Work to be completed: The entries below must be transcribed exactly. Leave nothing out.

▼

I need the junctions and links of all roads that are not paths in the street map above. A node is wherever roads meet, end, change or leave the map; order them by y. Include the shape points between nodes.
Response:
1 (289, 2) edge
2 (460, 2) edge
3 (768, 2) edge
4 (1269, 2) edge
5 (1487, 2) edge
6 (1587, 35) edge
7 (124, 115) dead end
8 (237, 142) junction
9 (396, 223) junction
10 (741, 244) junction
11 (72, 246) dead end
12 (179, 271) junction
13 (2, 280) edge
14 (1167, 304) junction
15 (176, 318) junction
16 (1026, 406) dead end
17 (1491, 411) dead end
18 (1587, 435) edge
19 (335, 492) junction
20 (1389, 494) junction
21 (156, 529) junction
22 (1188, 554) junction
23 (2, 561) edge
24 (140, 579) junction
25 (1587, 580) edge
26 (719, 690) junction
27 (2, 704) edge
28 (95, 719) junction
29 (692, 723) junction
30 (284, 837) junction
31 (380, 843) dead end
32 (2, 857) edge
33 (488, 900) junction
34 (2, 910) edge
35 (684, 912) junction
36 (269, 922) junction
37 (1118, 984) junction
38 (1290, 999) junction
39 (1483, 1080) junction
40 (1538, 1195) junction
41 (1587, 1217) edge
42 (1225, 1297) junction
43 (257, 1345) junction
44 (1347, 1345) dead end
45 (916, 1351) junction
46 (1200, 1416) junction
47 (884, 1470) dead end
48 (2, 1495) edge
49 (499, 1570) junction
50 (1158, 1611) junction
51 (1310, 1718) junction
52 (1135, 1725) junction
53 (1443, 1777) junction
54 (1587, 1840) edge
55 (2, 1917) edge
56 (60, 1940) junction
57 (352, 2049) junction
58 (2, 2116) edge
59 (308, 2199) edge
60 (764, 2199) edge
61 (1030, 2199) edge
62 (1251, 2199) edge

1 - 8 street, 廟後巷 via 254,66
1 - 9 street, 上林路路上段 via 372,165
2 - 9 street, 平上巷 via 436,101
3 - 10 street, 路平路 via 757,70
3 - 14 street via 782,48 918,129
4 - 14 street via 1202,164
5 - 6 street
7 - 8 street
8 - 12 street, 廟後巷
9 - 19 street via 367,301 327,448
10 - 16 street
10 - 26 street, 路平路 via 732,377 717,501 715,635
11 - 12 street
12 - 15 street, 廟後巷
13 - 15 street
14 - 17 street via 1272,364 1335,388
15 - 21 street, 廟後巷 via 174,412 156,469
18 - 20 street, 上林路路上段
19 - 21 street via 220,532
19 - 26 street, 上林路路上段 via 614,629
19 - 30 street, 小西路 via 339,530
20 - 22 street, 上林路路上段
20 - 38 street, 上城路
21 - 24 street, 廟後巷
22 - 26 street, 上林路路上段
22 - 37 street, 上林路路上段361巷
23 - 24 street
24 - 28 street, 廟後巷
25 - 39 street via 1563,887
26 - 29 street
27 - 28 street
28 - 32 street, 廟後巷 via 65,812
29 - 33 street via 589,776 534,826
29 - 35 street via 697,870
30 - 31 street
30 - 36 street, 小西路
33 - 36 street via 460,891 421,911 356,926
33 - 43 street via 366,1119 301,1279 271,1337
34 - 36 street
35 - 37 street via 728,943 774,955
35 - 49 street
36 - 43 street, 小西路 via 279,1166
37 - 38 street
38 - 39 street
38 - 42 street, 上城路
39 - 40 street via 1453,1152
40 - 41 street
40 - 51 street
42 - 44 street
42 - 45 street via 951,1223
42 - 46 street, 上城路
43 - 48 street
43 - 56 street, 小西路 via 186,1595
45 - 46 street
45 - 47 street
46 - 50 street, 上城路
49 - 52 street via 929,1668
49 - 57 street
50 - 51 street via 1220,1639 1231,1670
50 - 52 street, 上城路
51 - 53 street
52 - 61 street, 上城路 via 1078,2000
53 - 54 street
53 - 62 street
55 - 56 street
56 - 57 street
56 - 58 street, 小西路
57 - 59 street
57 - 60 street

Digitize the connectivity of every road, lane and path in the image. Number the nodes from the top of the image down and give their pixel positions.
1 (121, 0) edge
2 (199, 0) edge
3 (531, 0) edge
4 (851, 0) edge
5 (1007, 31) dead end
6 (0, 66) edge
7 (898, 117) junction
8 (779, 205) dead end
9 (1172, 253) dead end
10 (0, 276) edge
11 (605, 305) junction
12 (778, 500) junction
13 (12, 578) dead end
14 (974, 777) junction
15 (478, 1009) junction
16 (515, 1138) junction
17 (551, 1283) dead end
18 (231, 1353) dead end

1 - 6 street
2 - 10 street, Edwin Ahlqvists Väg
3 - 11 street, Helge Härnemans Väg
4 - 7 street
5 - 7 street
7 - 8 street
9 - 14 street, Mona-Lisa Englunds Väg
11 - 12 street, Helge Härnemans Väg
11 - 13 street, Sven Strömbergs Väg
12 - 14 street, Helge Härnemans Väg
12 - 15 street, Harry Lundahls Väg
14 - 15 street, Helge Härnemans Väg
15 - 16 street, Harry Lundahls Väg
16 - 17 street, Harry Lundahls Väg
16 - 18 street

▲

Written response:
I need the junctions and links of all roads that are not paths in the street map above. A node is wherever roads meet, end, change or leave the map; order them by y. Include the shape points between nodes.
Response:
1 (289, 2) edge
2 (460, 2) edge
3 (768, 2) edge
4 (1269, 2) edge
5 (1487, 2) edge
6 (1587, 35) edge
7 (124, 115) dead end
8 (237, 142) junction
9 (396, 223) junction
10 (741, 244) junction
11 (72, 246) dead end
12 (179, 271) junction
13 (2, 280) edge
14 (1167, 304) junction
15 (176, 318) junction
16 (1026, 406) dead end
17 (1491, 411) dead end
18 (1587, 435) edge
19 (335, 492) junction
20 (1389, 494) junction
21 (156, 529) junction
22 (1188, 554) junction
23 (2, 561) edge
24 (140, 579) junction
25 (1587, 580) edge
26 (719, 690) junction
27 (2, 704) edge
28 (95, 719) junction
29 (692, 723) junction
30 (284, 837) junction
31 (380, 843) dead end
32 (2, 857) edge
33 (488, 900) junction
34 (2, 910) edge
35 (684, 912) junction
36 (269, 922) junction
37 (1118, 984) junction
38 (1290, 999) junction
39 (1483, 1080) junction
40 (1538, 1195) junction
41 (1587, 1217) edge
42 (1225, 1297) junction
43 (257, 1345) junction
44 (1347, 1345) dead end
45 (916, 1351) junction
46 (1200, 1416) junction
47 (884, 1470) dead end
48 (2, 1495) edge
49 (499, 1570) junction
50 (1158, 1611) junction
51 (1310, 1718) junction
52 (1135, 1725) junction
53 (1443, 1777) junction
54 (1587, 1840) edge
55 (2, 1917) edge
56 (60, 1940) junction
57 (352, 2049) junction
58 (2, 2116) edge
59 (308, 2199) edge
60 (764, 2199) edge
61 (1030, 2199) edge
62 (1251, 2199) edge

1 - 8 street, 廟後巷 via 254,66
1 - 9 street, 上林路路上段 via 372,165
2 - 9 street, 平上巷 via 436,101
3 - 10 street, 路平路 via 757,70
3 - 14 street via 782,48 918,129
4 - 14 street via 1202,164
5 - 6 street
7 - 8 street
8 - 12 street, 廟後巷
9 - 19 street via 367,301 327,448
10 - 16 street
10 - 26 street, 路平路 via 732,377 717,501 715,635
11 - 12 street
12 - 15 street, 廟後巷
13 - 15 street
14 - 17 street via 1272,364 1335,388
15 - 21 street, 廟後巷 via 174,412 156,469
18 - 20 street, 上林路路上段
19 - 21 street via 220,532
19 - 26 street, 上林路路上段 via 614,629
19 - 30 street, 小西路 via 339,530
20 - 22 street, 上林路路上段
20 - 38 street, 上城路
21 - 24 street, 廟後巷
22 - 26 street, 上林路路上段
22 - 37 street, 上林路路上段361巷
23 - 24 street
24 - 28 street, 廟後巷
25 - 39 street via 1563,887
26 - 29 street
27 - 28 street
28 - 32 street, 廟後巷 via 65,812
29 - 33 street via 589,776 534,826
29 - 35 street via 697,870
30 - 31 street
30 - 36 street, 小西路
33 - 36 street via 460,891 421,911 356,926
33 - 43 street via 366,1119 301,1279 271,1337
34 - 36 street
35 - 37 street via 728,943 774,955
35 - 49 street
36 - 43 street, 小西路 via 279,1166
37 - 38 street
38 - 39 street
38 - 42 street, 上城路
39 - 40 street via 1453,1152
40 - 41 street
40 - 51 street
42 - 44 street
42 - 45 street via 951,1223
42 - 46 street, 上城路
43 - 48 street
43 - 56 street, 小西路 via 186,1595
45 - 46 street
45 - 47 street
46 - 50 street, 上城路
49 - 52 street via 929,1668
49 - 57 street
50 - 51 street via 1220,1639 1231,1670
50 - 52 street, 上城路
51 - 53 street
52 - 61 street, 上城路 via 1078,2000
53 - 54 street
53 - 62 street
55 - 56 street
56 - 57 street
56 - 58 street, 小西路
57 - 59 street
57 - 60 street

Digitize the connectivity of every road, lane and path in the image. Number the nodes from the top of the image down and give their pixel positions.
1 (121, 0) edge
2 (199, 0) edge
3 (531, 0) edge
4 (851, 0) edge
5 (1007, 31) dead end
6 (0, 66) edge
7 (898, 117) junction
8 (779, 205) dead end
9 (1172, 253) dead end
10 (0, 276) edge
11 (605, 305) junction
12 (778, 500) junction
13 (12, 578) dead end
14 (974, 777) junction
15 (478, 1009) junction
16 (515, 1138) junction
17 (551, 1283) dead end
18 (231, 1353) dead end

1 - 6 street
2 - 10 street, Edwin Ahlqvists Väg
3 - 11 street, Helge Härnemans Väg
4 - 7 street
5 - 7 street
7 - 8 street
9 - 14 street, Mona-Lisa Englunds Väg
11 - 12 street, Helge Härnemans Väg
11 - 13 street, Sven Strömbergs Väg
12 - 14 street, Helge Härnemans Väg
12 - 15 street, Harry Lundahls Väg
14 - 15 street, Helge Härnemans Väg
15 - 16 street, Harry Lundahls Väg
16 - 17 street, Harry Lundahls Väg
16 - 18 street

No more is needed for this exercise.